╔══

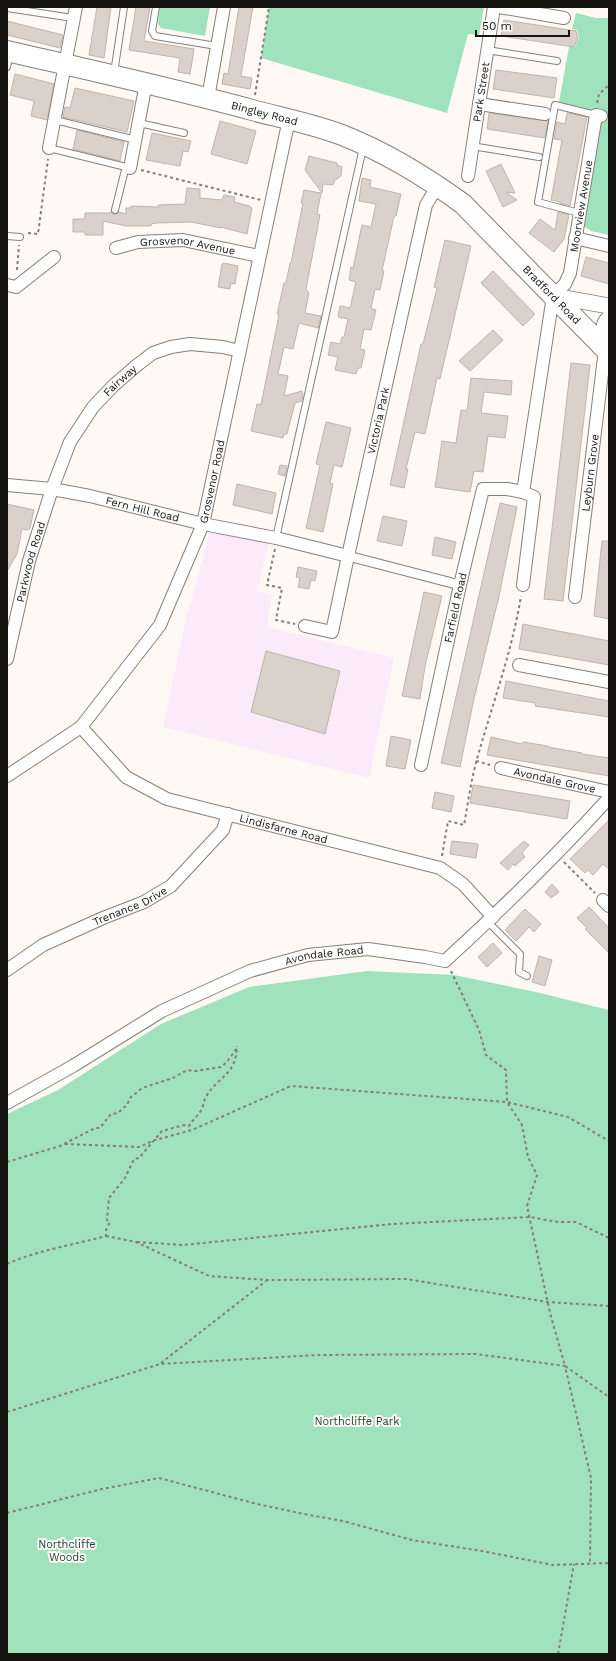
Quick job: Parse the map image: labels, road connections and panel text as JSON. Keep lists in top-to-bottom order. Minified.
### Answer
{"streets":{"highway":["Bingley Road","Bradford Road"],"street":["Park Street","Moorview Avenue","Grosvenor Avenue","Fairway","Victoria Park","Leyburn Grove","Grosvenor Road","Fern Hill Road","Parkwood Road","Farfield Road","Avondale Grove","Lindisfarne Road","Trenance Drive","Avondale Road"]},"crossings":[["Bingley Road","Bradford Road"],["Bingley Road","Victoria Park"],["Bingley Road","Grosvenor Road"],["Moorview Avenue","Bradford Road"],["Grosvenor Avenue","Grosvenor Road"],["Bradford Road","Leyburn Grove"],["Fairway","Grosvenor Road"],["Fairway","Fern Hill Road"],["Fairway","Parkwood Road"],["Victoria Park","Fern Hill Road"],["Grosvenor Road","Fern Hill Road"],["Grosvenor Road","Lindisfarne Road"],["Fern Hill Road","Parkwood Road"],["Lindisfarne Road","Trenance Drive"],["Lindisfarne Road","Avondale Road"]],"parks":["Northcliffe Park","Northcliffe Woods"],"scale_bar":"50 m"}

╚══
╔══

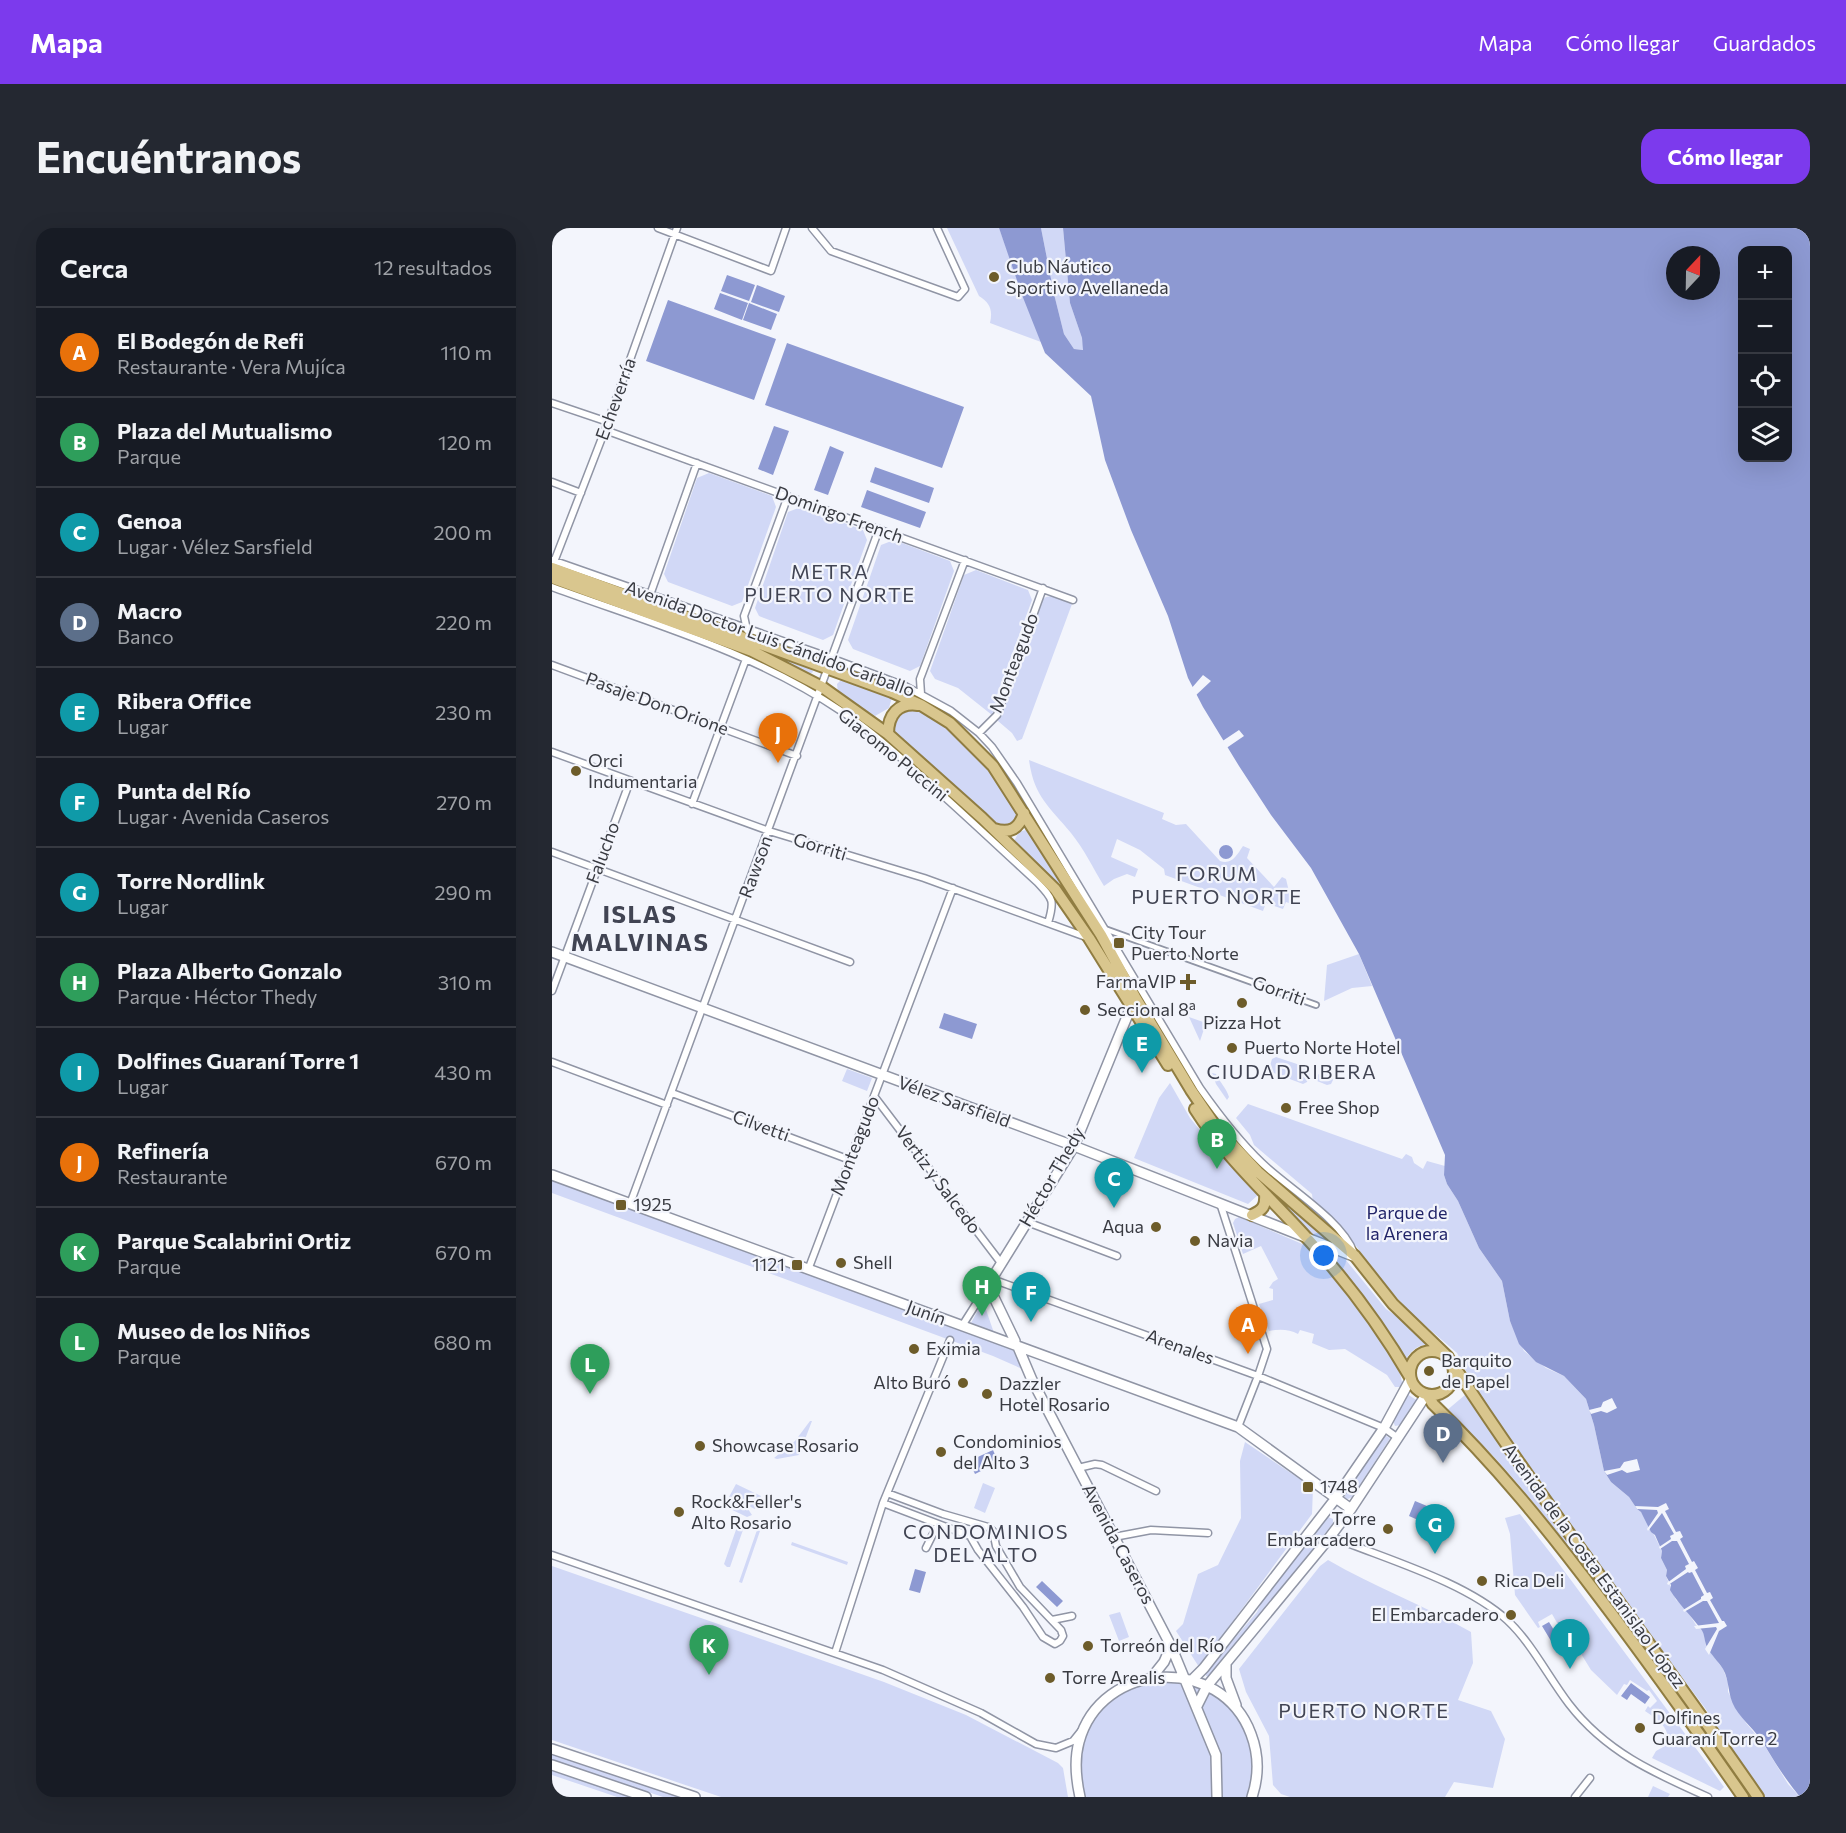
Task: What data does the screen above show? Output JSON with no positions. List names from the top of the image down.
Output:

╚══
╔══

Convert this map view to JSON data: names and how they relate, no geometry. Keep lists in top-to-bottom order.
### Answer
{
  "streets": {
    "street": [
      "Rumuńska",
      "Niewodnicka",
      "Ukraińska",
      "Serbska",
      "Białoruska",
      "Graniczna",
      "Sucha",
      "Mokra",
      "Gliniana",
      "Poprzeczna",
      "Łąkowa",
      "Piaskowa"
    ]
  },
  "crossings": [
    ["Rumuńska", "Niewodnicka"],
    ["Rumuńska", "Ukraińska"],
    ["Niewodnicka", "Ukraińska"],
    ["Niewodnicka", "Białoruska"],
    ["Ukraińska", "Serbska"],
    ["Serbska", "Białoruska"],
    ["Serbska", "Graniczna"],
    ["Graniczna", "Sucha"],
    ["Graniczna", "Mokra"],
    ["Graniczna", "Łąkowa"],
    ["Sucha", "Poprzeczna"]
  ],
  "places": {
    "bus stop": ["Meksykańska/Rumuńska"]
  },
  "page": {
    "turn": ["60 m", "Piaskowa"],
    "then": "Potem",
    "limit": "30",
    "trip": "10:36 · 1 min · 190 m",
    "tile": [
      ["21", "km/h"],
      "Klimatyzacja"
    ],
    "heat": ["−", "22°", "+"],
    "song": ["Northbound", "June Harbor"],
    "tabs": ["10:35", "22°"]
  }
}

╚══

* **What needs to be done**: The expected result is a copy of each line in the records where "Keep" appears.

* **Task output**:
Quick job: Parse the map image: labels, road connections and panel text as JSON. Keep lists in top-to-bottom order. Minified.
Convert this map view to JSON data: names and how they relate, no geometry. Keep lists in top-to-bottom order.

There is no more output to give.